▶ [WHAT THE TASK REQUIRES]: What follows is a set of records; restate each one word for word and drop the pictures.

▶ [Stored entries]:
◆ ◆ ◆ ◆ ◆ ◆ ◆

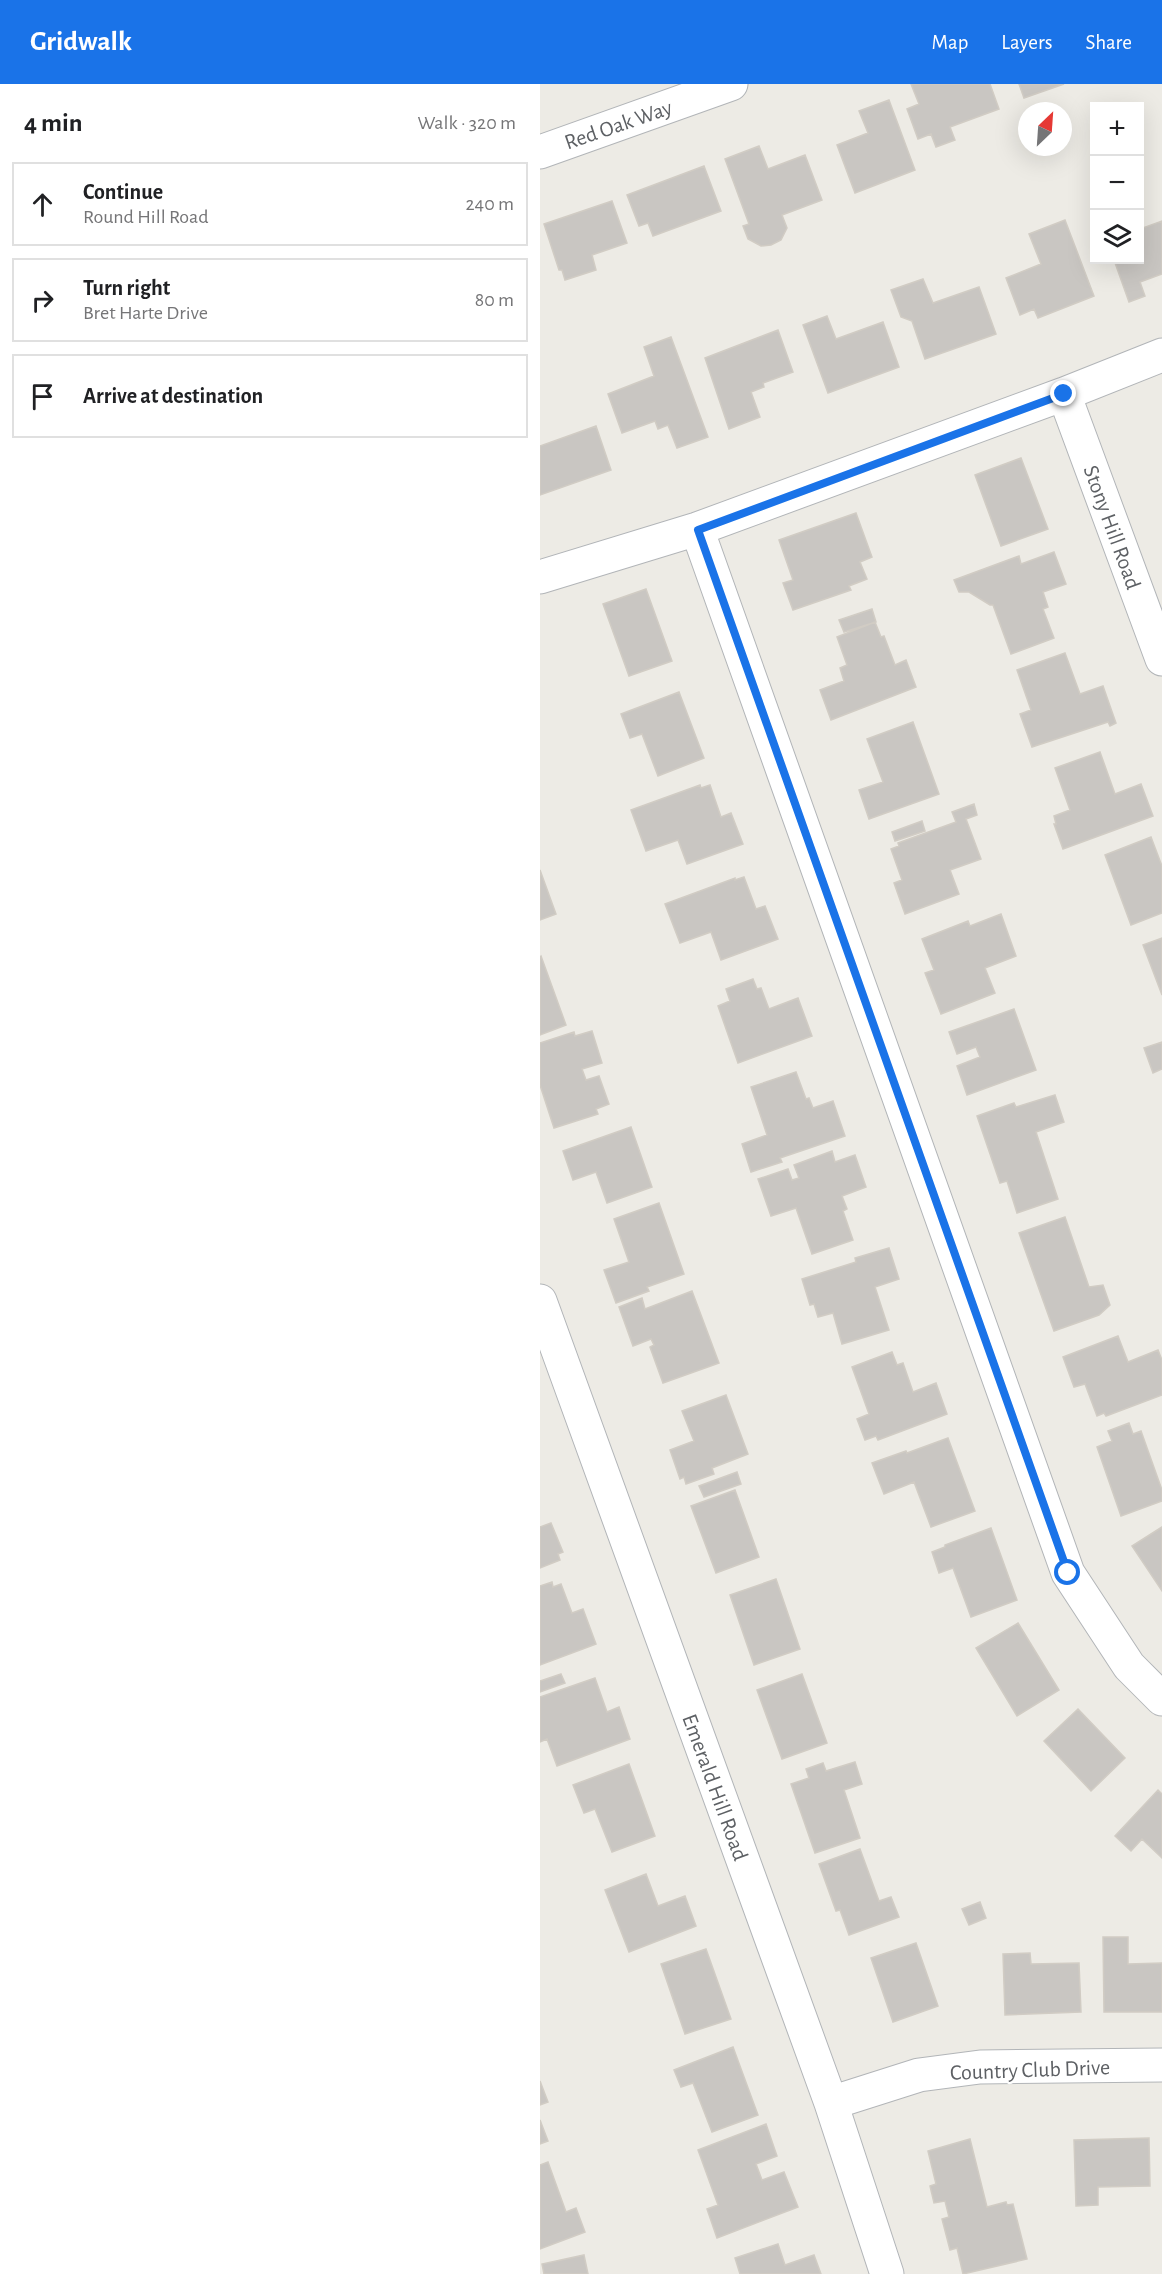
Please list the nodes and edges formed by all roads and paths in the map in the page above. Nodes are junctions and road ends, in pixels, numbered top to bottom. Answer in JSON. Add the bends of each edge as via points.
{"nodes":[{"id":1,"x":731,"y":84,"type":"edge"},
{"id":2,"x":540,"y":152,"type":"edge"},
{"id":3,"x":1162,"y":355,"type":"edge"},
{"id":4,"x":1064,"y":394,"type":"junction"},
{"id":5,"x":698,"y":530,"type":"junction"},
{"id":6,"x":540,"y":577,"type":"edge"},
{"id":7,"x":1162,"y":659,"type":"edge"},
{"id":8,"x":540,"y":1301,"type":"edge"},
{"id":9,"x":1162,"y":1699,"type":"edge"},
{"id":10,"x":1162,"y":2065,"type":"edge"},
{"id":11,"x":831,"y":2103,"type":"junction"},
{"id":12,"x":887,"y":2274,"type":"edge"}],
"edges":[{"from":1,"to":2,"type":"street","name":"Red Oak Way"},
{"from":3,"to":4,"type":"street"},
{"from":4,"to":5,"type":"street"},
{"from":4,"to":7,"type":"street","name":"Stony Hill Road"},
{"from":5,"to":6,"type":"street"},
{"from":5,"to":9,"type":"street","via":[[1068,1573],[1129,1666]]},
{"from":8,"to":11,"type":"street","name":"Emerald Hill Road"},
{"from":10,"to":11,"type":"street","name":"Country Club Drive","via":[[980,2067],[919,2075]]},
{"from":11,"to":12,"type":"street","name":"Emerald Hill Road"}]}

◆ ◆ ◆ ◆ ◆ ◆ ◆

▶ [ANSWER BOX]:
Please list the nodes and edges formed by all roads and paths in the map in the page above. Nodes are junctions and road ends, in pixels, numbered top to bottom. Answer in JSON. Add the bends of each edge as via points.
{"nodes":[{"id":1,"x":731,"y":84,"type":"edge"},
{"id":2,"x":540,"y":152,"type":"edge"},
{"id":3,"x":1162,"y":355,"type":"edge"},
{"id":4,"x":1064,"y":394,"type":"junction"},
{"id":5,"x":698,"y":530,"type":"junction"},
{"id":6,"x":540,"y":577,"type":"edge"},
{"id":7,"x":1162,"y":659,"type":"edge"},
{"id":8,"x":540,"y":1301,"type":"edge"},
{"id":9,"x":1162,"y":1699,"type":"edge"},
{"id":10,"x":1162,"y":2065,"type":"edge"},
{"id":11,"x":831,"y":2103,"type":"junction"},
{"id":12,"x":887,"y":2274,"type":"edge"}],
"edges":[{"from":1,"to":2,"type":"street","name":"Red Oak Way"},
{"from":3,"to":4,"type":"street"},
{"from":4,"to":5,"type":"street"},
{"from":4,"to":7,"type":"street","name":"Stony Hill Road"},
{"from":5,"to":6,"type":"street"},
{"from":5,"to":9,"type":"street","via":[[1068,1573],[1129,1666]]},
{"from":8,"to":11,"type":"street","name":"Emerald Hill Road"},
{"from":10,"to":11,"type":"street","name":"Country Club Drive","via":[[980,2067],[919,2075]]},
{"from":11,"to":12,"type":"street","name":"Emerald Hill Road"}]}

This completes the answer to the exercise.